US 6733380 B1
A coin handling machine (10) having sorting openings from which respective denominations of coins are sorted prior to exiting the coin handling machine (10), includes a plurality of coin tubes (20) for holding coin wrappers (24) for respective denominations in a substantially upright position for receiving coins of respective denominations. The coin tubes (20) are mounted to one or more chutes (16) on the coin handling machine (10) for receiving coins of respective denominations that pass through the sorting openings. The coin tubes have portions (22, 23) with a shape for directing said coins into respective coin wrappers (24). Pivotable clips (26) are mounted in the lower end of the coin tubes (20) to support the lower end of the coin wrappers (24). Several specific embodiments having different types of attachment to coin handling machines are also disclosed.
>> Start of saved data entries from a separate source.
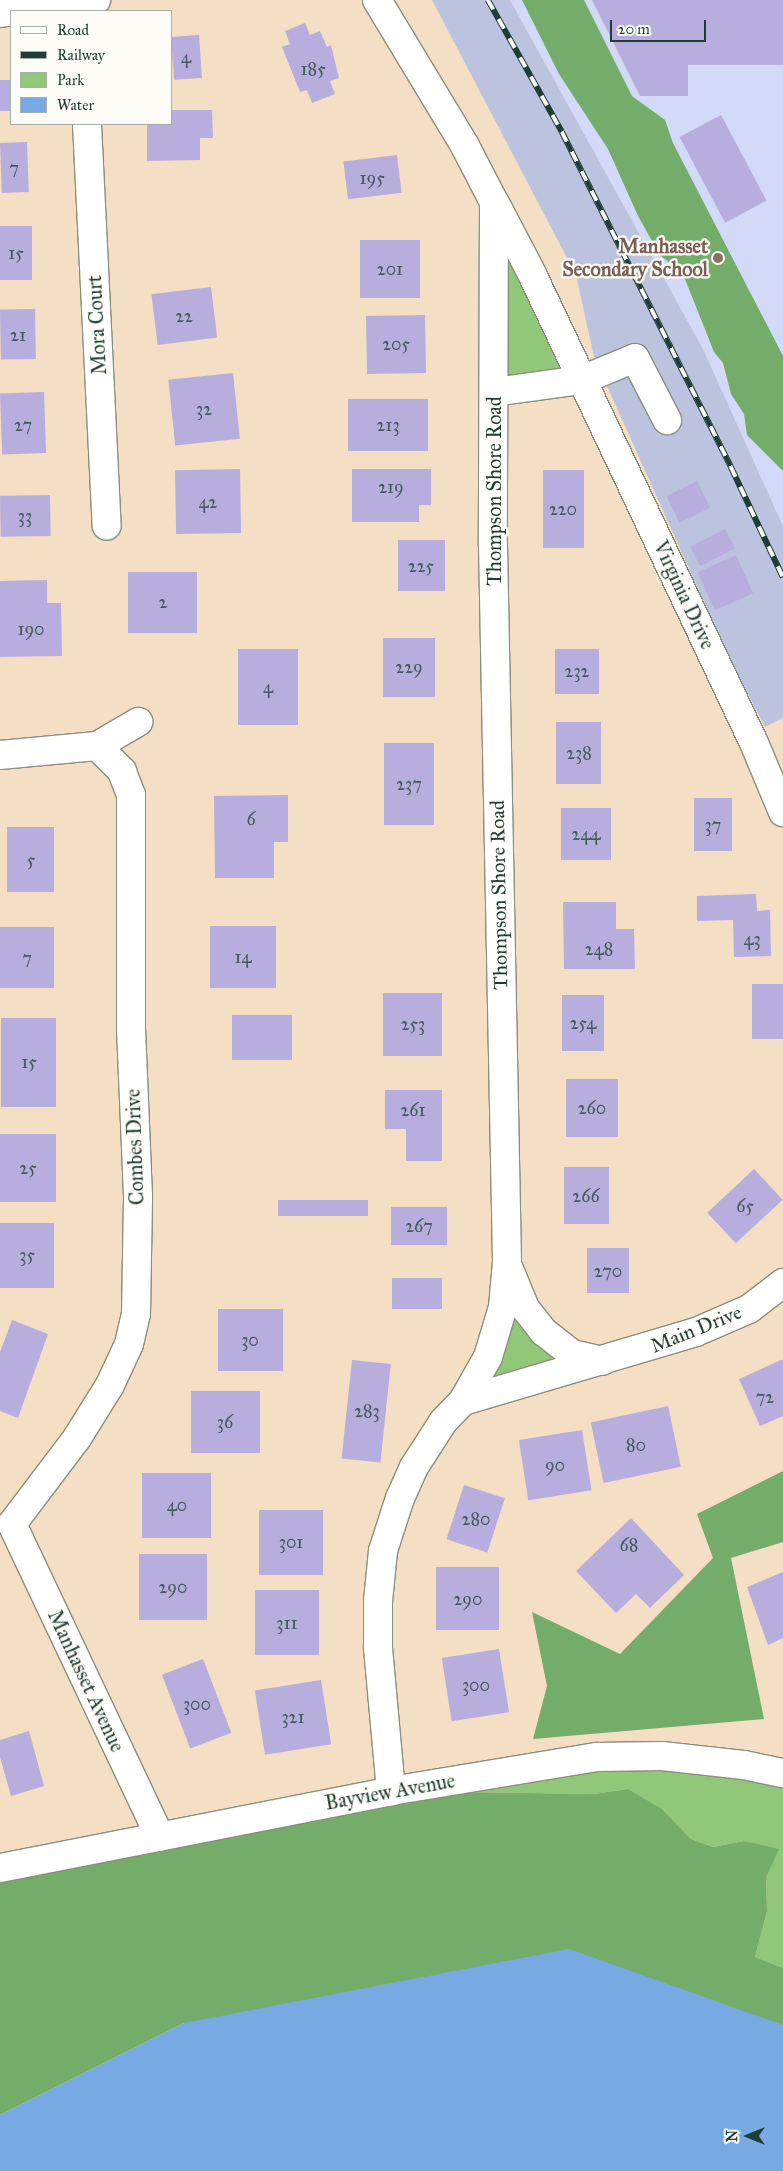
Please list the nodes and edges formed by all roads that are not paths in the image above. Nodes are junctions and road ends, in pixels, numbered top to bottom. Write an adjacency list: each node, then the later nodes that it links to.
1 (377, 0): 5 (street, Thompson Shore Road)
2 (86, 4): 3 (street)
3 (29, 10)
4 (87, 125): 9 (street, Mora Court)
5 (494, 202): 6 (street, Virginia Drive); 7 (street, Thompson Shore Road)
6 (582, 380): 7 (street); 8 (street); 13 (street, Virginia Drive)
7 (494, 392): 14 (street, Thompson Shore Road)
8 (667, 420)
9 (107, 526)
10 (138, 722): 11 (street)
11 (97, 746): 12 (street); 18 (street, Combes Drive)
12 (0, 756)
13 (783, 812)
14 (507, 1262): 16 (street); 17 (street, Thompson Shore Road)
15 (783, 1283): 16 (street, Main Drive)
16 (603, 1361): 17 (street, Main Drive)
17 (463, 1401): 20 (street, Thompson Shore Road)
18 (6, 1524): 21 (street, Manhasset Avenue)
19 (783, 1773): 20 (street, Bayview Avenue)
20 (391, 1790): 21 (street, Bayview Avenue)
21 (160, 1837): 22 (street, Bayview Avenue)
22 (0, 1868)

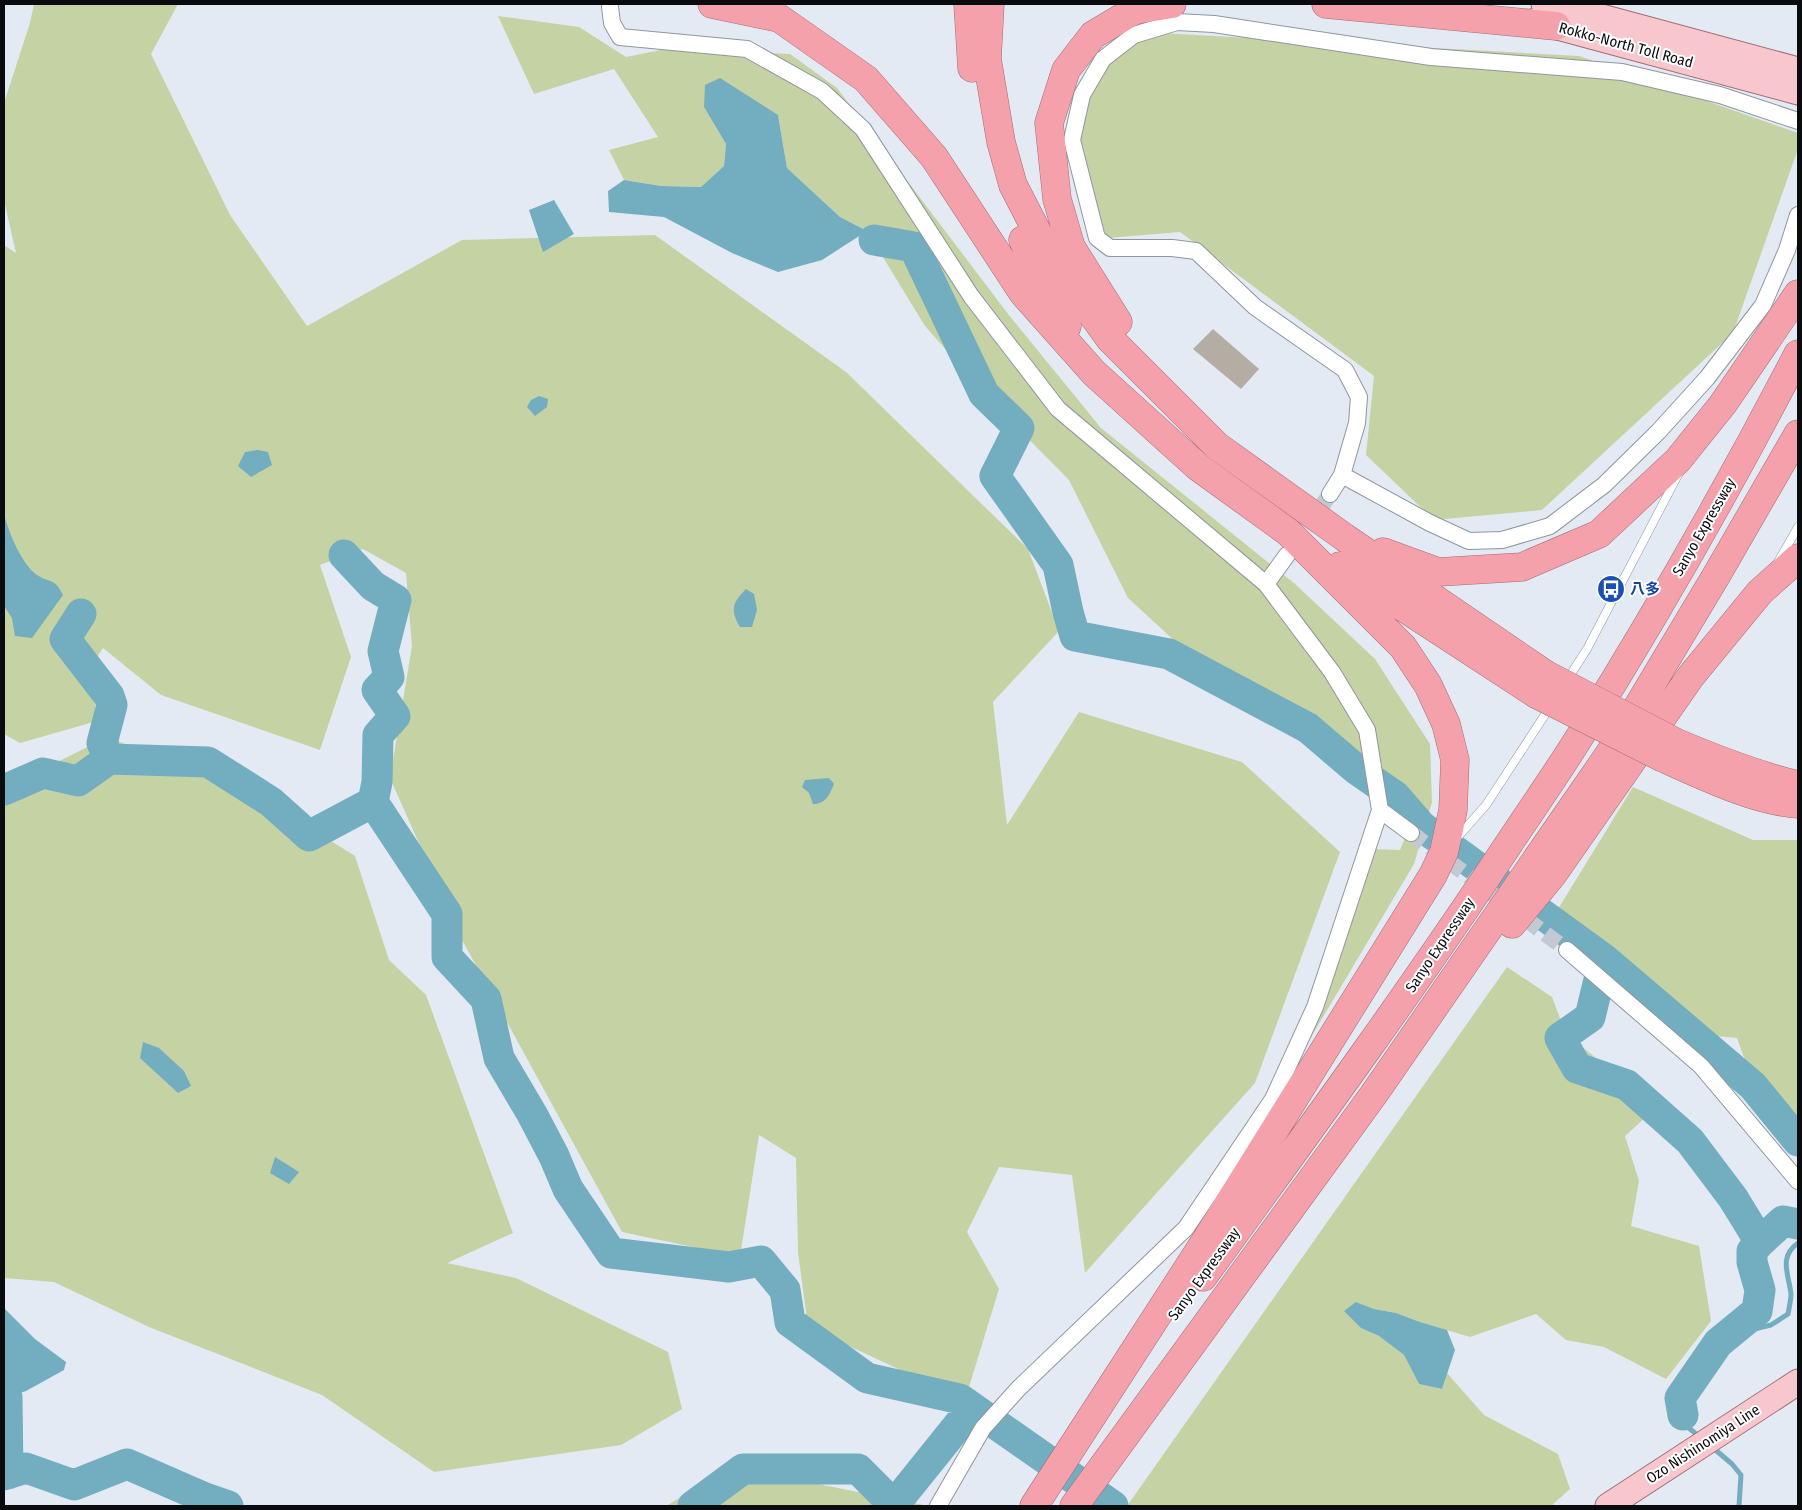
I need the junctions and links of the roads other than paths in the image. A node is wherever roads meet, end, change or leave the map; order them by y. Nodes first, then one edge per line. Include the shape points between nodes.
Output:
1 (712, 4) edge
2 (968, 4) edge
3 (990, 4) edge
4 (1172, 4) edge
5 (1326, 4) edge
6 (1451, 4) edge
7 (610, 7) dead end
8 (1550, 15) edge
9 (1798, 70) edge
10 (1798, 92) edge
11 (1798, 121) edge
12 (1798, 215) edge
13 (1798, 294) edge
14 (1798, 354) edge
15 (1094, 373) junction
16 (1160, 389) junction
17 (1701, 432) junction
18 (1798, 434) edge
19 (1342, 475) junction
20 (1330, 494) tunnel mouth
21 (1798, 527) edge
22 (1344, 537) junction
23 (1287, 544) junction
24 (1798, 558) edge
25 (1266, 584) junction
26 (1760, 592) junction
27 (1549, 689) junction
28 (1669, 750) junction
29 (1798, 785) edge
30 (1798, 804) edge
31 (1380, 810) junction
32 (1411, 833) tunnel mouth
33 (1444, 852) junction
34 (1567, 950) tunnel mouth
35 (1374, 1094) junction
36 (1798, 1181) edge
37 (1798, 1382) edge
38 (938, 1506) edge
39 (1035, 1506) edge
40 (1074, 1506) edge
41 (1608, 1506) edge

1 - 15 highway via 779,18 866,79 934,157 1023,294
2 - 15 highway via 975,98 1003,198 1043,283
3 - 16 highway via 987,59 1001,142 1013,185 1049,255 1110,339
4 - 16 highway via 1135,10 1092,35 1066,70 1049,123 1057,200 1071,247
5 - 8 highway
6 - 8 main road, Rokko-North Toll Road
7 - 25 street via 612,23 620,37 747,49 822,91 863,130 971,296 1058,408
8 - 9 main road, Rokko-North Toll Road via 1587,13
8 - 10 main road, Rokko-North Toll Road
11 - 19 street via 1720,95 1622,72 1431,57 1214,24 1177,22 1134,35 1126,41 1103,60 1082,95 1072,140 1097,238 1110,248 1196,251 1255,307 1345,370 1359,397 1358,423
12 - 19 street via 1763,305 1707,378 1604,485 1550,526 1502,540 1469,541
13 - 17 highway
14 - 39 highway, Sanyo Expressway via 1690,552 1582,735 1360,1061
15 - 23 highway
16 - 22 highway via 1217,446
17 - 22 highway via 1678,460 1599,534 1522,567 1438,572
17 - 27 lane via 1587,648
18 - 35 highway, Sanyo Expressway via 1610,752
19 - 20 street
21 - 26 lane
22 - 27 highway
23 - 25 street
23 - 27 highway
23 - 33 highway via 1403,647 1428,685 1446,724 1455,760 1453,810
24 - 26 highway
25 - 31 street via 1332,672 1367,730
26 - 35 highway via 1691,676 1552,874
27 - 28 highway, bridge
27 - 33 lane via 1486,805
28 - 29 highway
28 - 30 highway via 1719,783 1780,803
31 - 32 street
31 - 38 street via 1315,1007 1273,1099 1186,1228 1018,1389 983,1428
33 - 39 highway via 1434,875 1394,940
34 - 36 street via 1701,1066
35 - 40 highway, Sanyo Expressway
37 - 41 main road, Ozo Nishinomiya Line

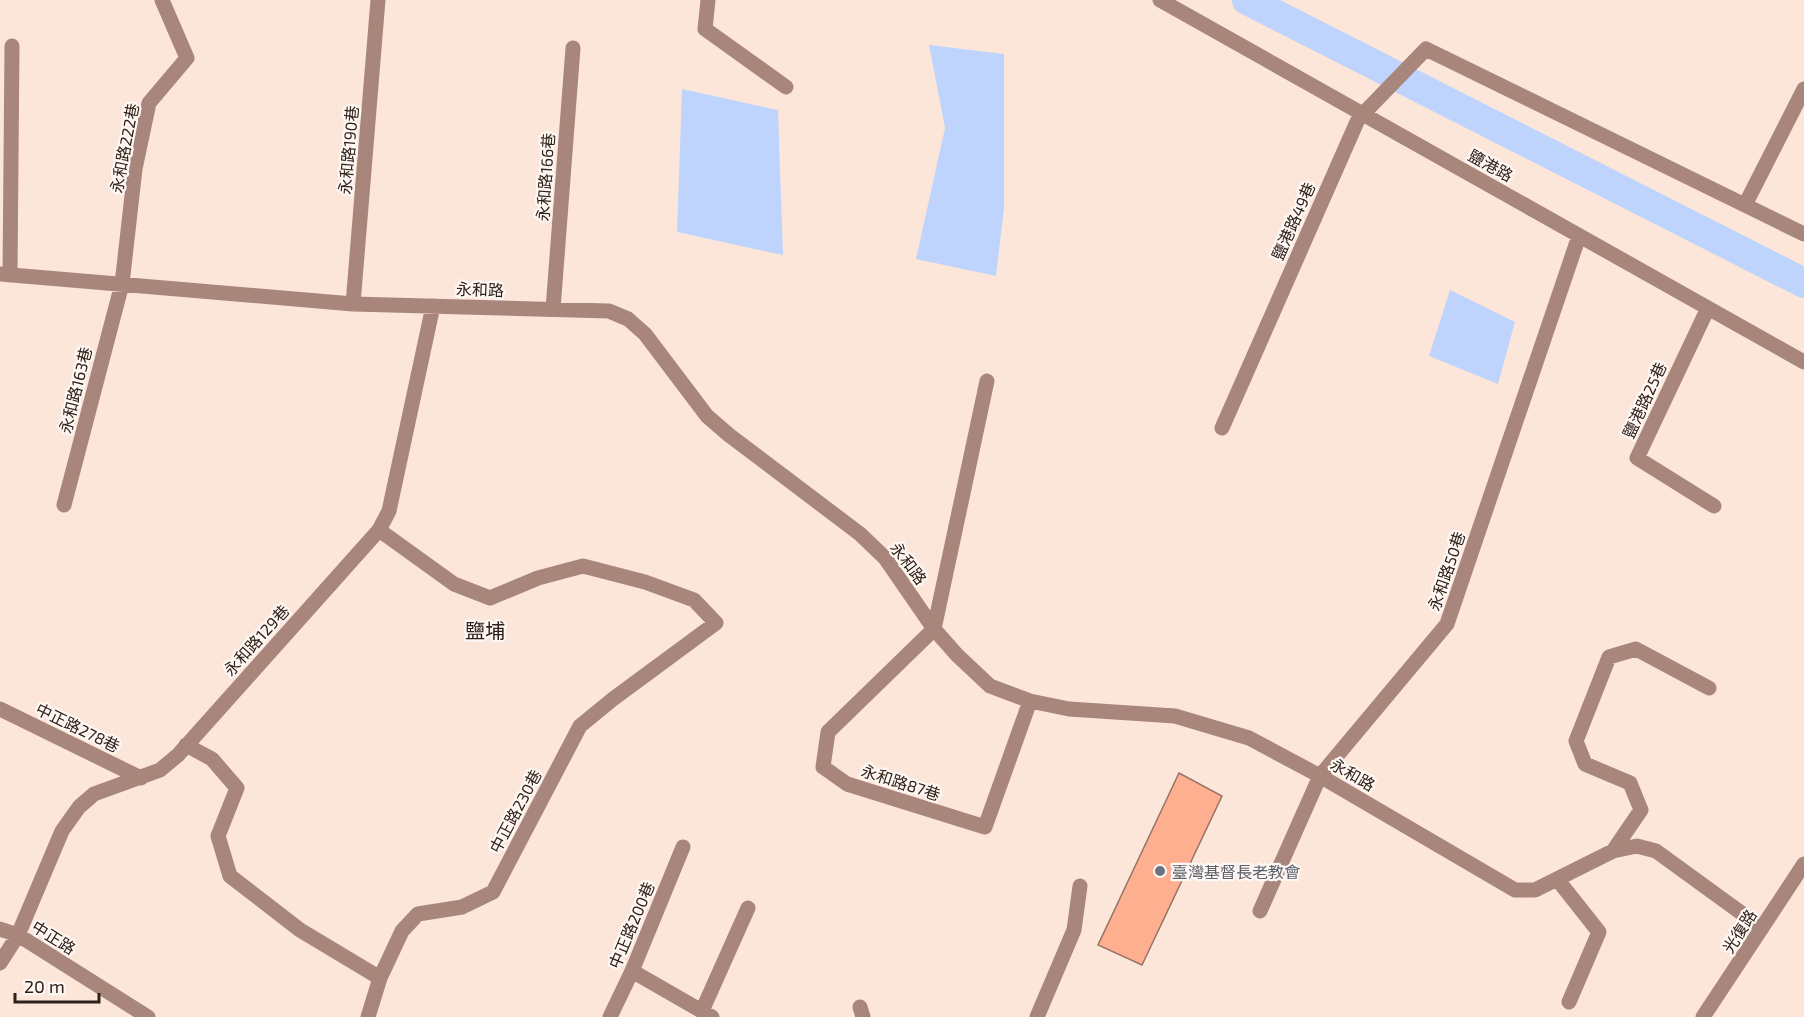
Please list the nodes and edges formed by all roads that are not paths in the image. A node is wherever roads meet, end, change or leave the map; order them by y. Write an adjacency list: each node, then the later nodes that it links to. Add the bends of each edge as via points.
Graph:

1. An accessory kit for a coin sorter, comprising:
a plurality of coin tubes for holding coin wrappers for respective denominations in a substantially upright position for receiving coins of respective denominations that exit a coin sorter;
said coin tubes having openings at lower ends for receiving coin wrappers inserted from the lower ends;
said coin tubes also having supports at said lower ends for supporting the coin wrappers in the coin tubes without requiring continuing manual assistance by a user; and
wherein said coin tubes each include a portion for individual mounting to a respective exit on said coin sorter for receiving coins of a respective denomination that exit the coin sorter.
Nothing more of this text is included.